Bumble Inc.
- Company type: Public
- Traded as: Nasdaq: BMBL
- Industry: Online dating
- Founded: 2014; 12 years ago
- Founder: Whitney Wolfe Herd
- Headquarters: Austin, Texas, United States
- Area served: Global
- Key people: Whitney Wolfe Herd (CEO); Ann Mather (chair);
- Brands: Badoo, Bumble
- Revenue: US$965 million (2025)
- Operating income: US$−805 million (2025)
- Net income: US$−895 million (2025)
- Total assets: US$1.425 billion (2025)
- Total equity: US$569 million (2025)
- Owner: Blackstone Inc. (22.9% economic; 48.9% voting) Whitney Wolfe Herd (14.0% economic; 34.8% voting)
- Number of employees: 580 (2025)
- Website: bumble.com

= Bumble Inc. =

American internet dating technology company

Bumble Inc., headquartered in Austin, Texas, is a holding company that owns Bumble, Badoo, and BFF, all of which are online dating and social networking apps.

== History ==
The company was founded as MagicLab by Andrey Andreev and launched Badoo in 2006.

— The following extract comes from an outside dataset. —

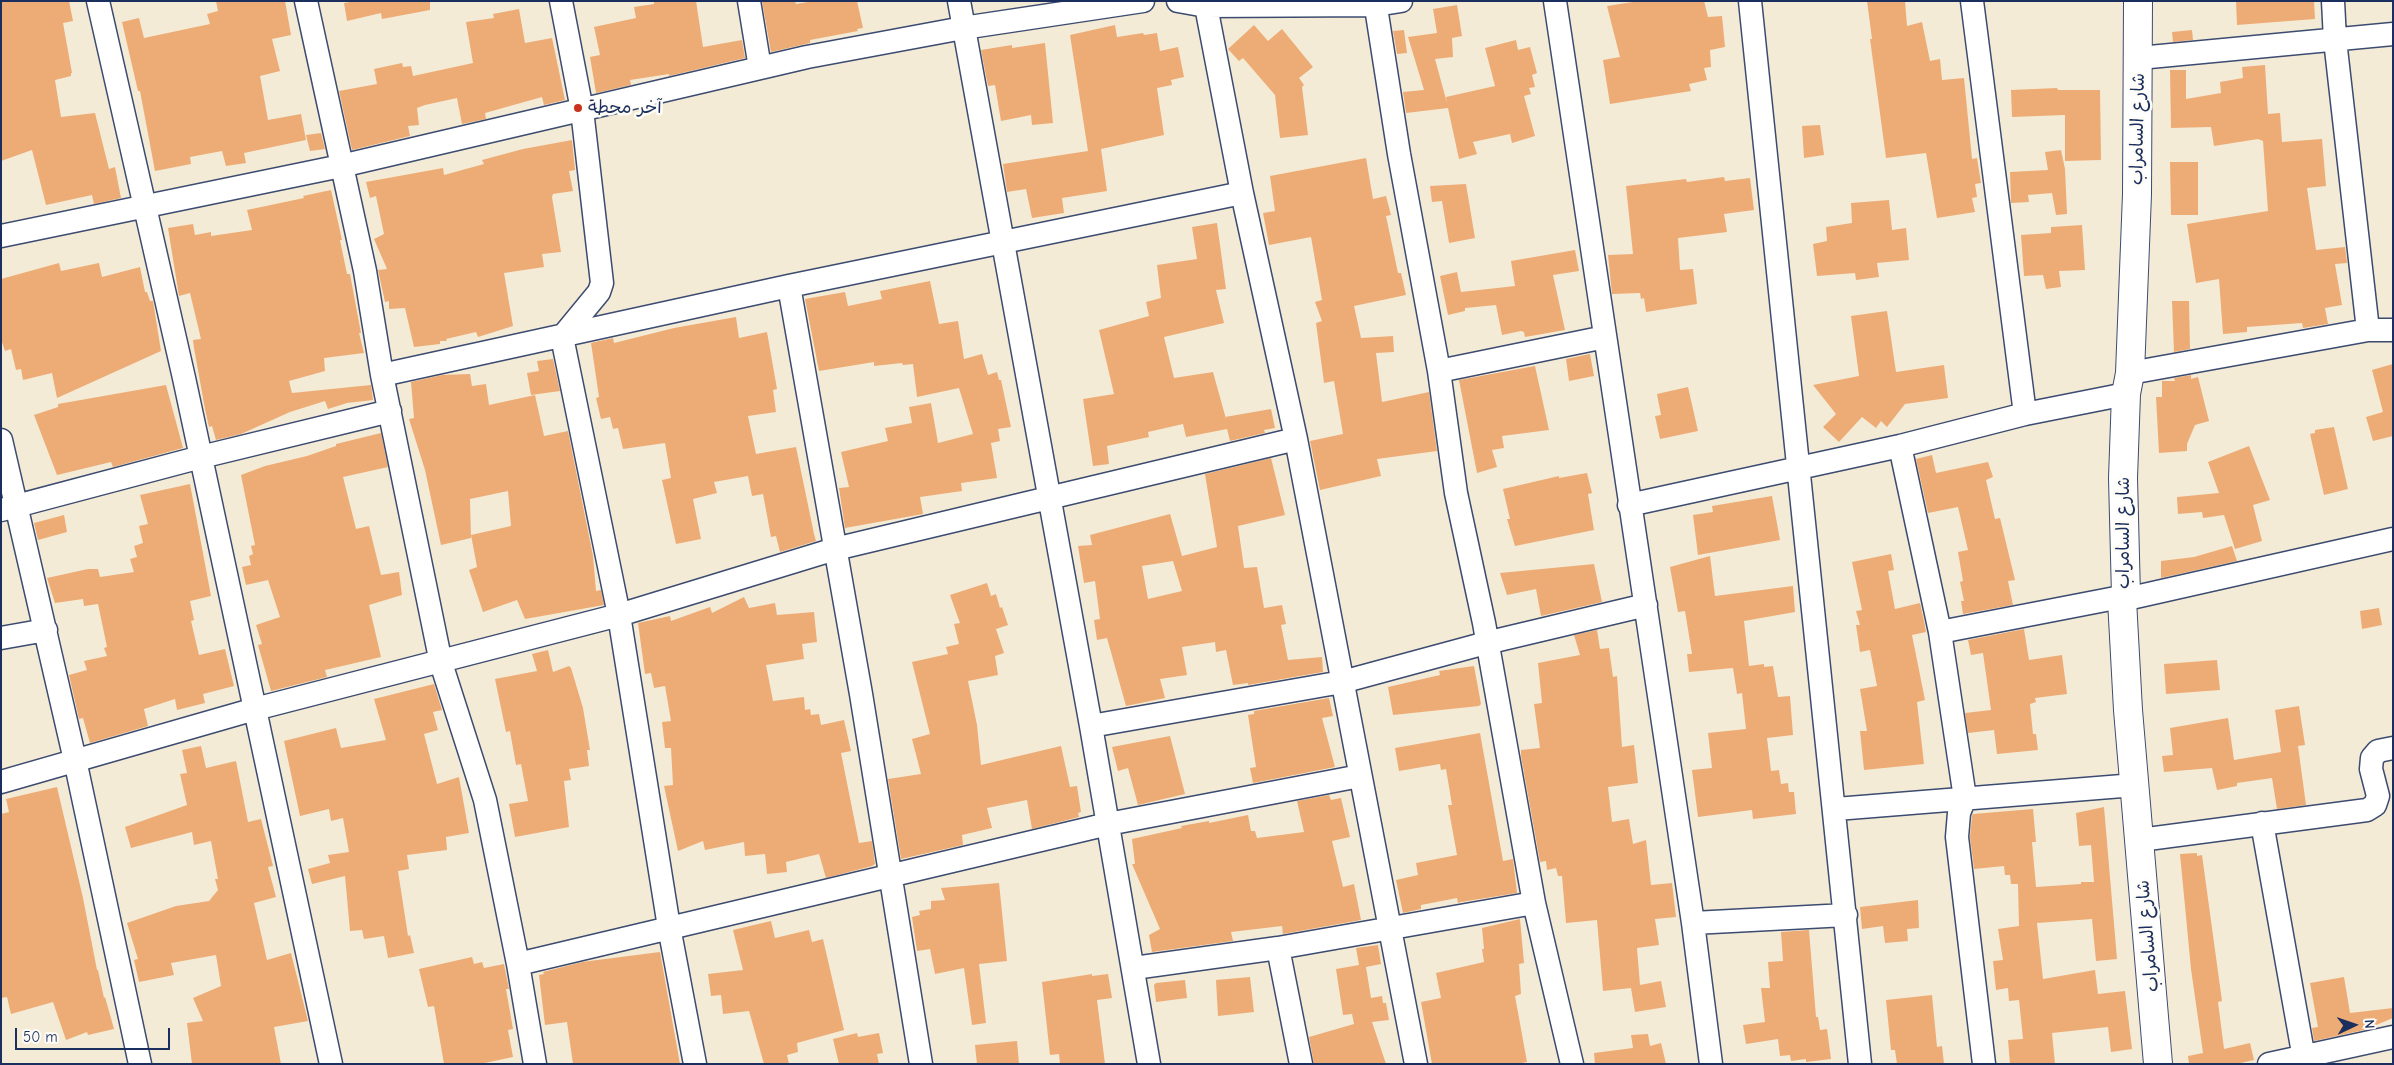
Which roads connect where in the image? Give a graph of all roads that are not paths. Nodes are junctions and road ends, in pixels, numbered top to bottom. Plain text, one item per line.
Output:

In 2014, Whitney Wolfe Herd founded Bumble shortly after leaving Tinder, where she was a co-founder and VP of Marketing. Badoo co-founder and CEO Andrey Andreev encouraged her to start a new dating app and brought her on as a partner in MagicLab. Andreev retained 79% ownership in the company for an investment of $10 million, along with additional investments, consulting services, and use of Badoo's infrastructure; Wolfe Herd served as CEO and received a 20% ownership stake.

The Bumble app was launched in December 2014.

The company was valued at more than $1 billion in November 2017.

In 2017, UK-based gay dating app Chappy was funded primarily by Bumble and Wolfe Herd. The app closed down in February 2020.

In 2019, Blackstone Inc. purchased a majority stake in MagicLab at a valuation of the company of $3 billion.

In 2020, MagicLab was renamed Bumble Inc.

In February 2021, the company became a public company via an initial public offering on the Nasdaq, raising $2.2 billion with a valuation of over $7 billion.

In February 2022, in its first acquisition, Bumble acquired Fruitz, a France-based freemium dating app popular with Generation Z in Europe. In May 2023, Bumble acquired Official, an app that helped couples strengthen their relationship through mood check-ins and date planning.

In February 2024, Bumble announced layoffs of 350 employees, 30% of its workforce, as part of a restructuring plan.

In June 2024, Bumble acquired Geneva, a friend-finding group chat app.

In January 2024, Wolfe Herd moved to executive chair of the company and hired Lidiane Jones as the Bumble Inc. CEO. One year later, in January 2025, Wolfe Herd announced that she would return as CEO in March 2025.

In June 2025, Bumble announced layoffs of 240 positions, or 30% of its workforce in a cost cutting measure that is assumed to save Bumble $40 million annually.